JAKARTA. Usaha Indonesia mencoba peruntungannya di dunia olahraga, tak pernah berhenti. Salah satunya, penyelenggaraan ajang balap kuda besi alias Moto Grand Prix (Moto GP). Sampai kini, jika mau, Indonesia masih punya kesempatan menjadi tuan rumah penyelenggaraan Moto GP.

Alasannya, kata Gatot Sulistiantoro Dewa Broto, Deputi Bidang Harmonisasi dan Kemitraan Kementerian Pemuda dan Olahraga (Kemenpora), Dorna Sports, S.L. (Dorna) masih "welcome" dan menyilakan Indonesia jadi tuan rumah. Bahkan, tanpa perlu bersaing dengan negara lain meksipun banyak kendala dan persoalan menghadang, salah satunya arena (baca juga: Moto GP di Sentul bisa tehadang macet).

"Sebab, bagi Dorna market Indonesia sangat besar, baik itu pasar penggemar Moto GP maupun penjualan motor. Kita nomor satu (penjualan motor) di Asia Tenggara, nomor dua kan Vietnam," tegas Gatot ke KONTAN minggu lalu.
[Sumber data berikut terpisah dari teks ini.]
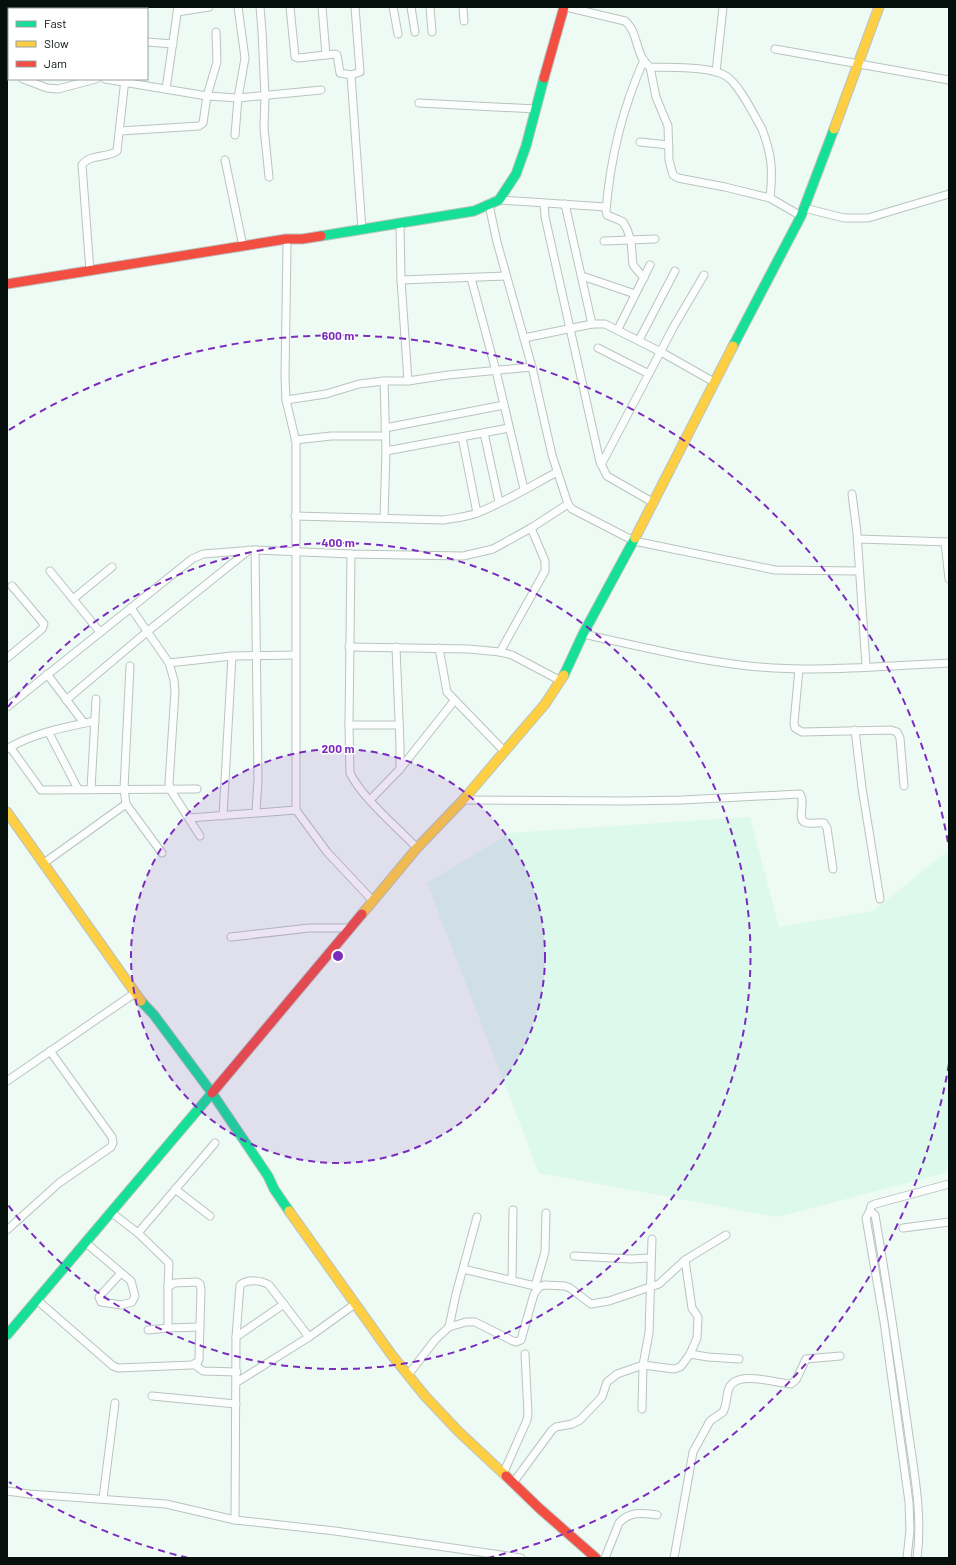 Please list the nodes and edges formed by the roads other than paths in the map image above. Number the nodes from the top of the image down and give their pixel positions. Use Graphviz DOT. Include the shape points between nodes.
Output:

Yang tak kalah menarik adalah cerita di balik langkah Indonesia berusaha menjadi tuan rumah Moto GP. Sebut saja dari mulai asal-usul ide pencetusan tuan rumah Moto GP, sikap pemerintah yang memutuskan Moto GP belum prioritas, dan nilai commitment fee yang harus dipenuhi Indonesia kepada Dorna sebagai pemegang lisensi Moto GP, hingga cerita ketertarikan tiga pemerintah daerah (Pemda) seperti DKI Jakarta, Jawa Barat, dan Sumatera Selatan.

Timbul-tenggelam

Selama ini, komunikasi antara Indonesia dan Dorna diwakili oleh Tinton Soeprapto, Direktur PT Sentul Sirkuitindo Utama (SSU), pengelola sirkuit Sentul. Tinton membawa ide Indonesia menjadi tuan rumah ajang balap Moto GP ke Kementerian Pariwisata lantaran potensi dari perhelatan ini cukup menarik minat wisatawan dan berpotensi menarik perputaran uang hingga US$ 91,73 juta (lihat tabel di bawah).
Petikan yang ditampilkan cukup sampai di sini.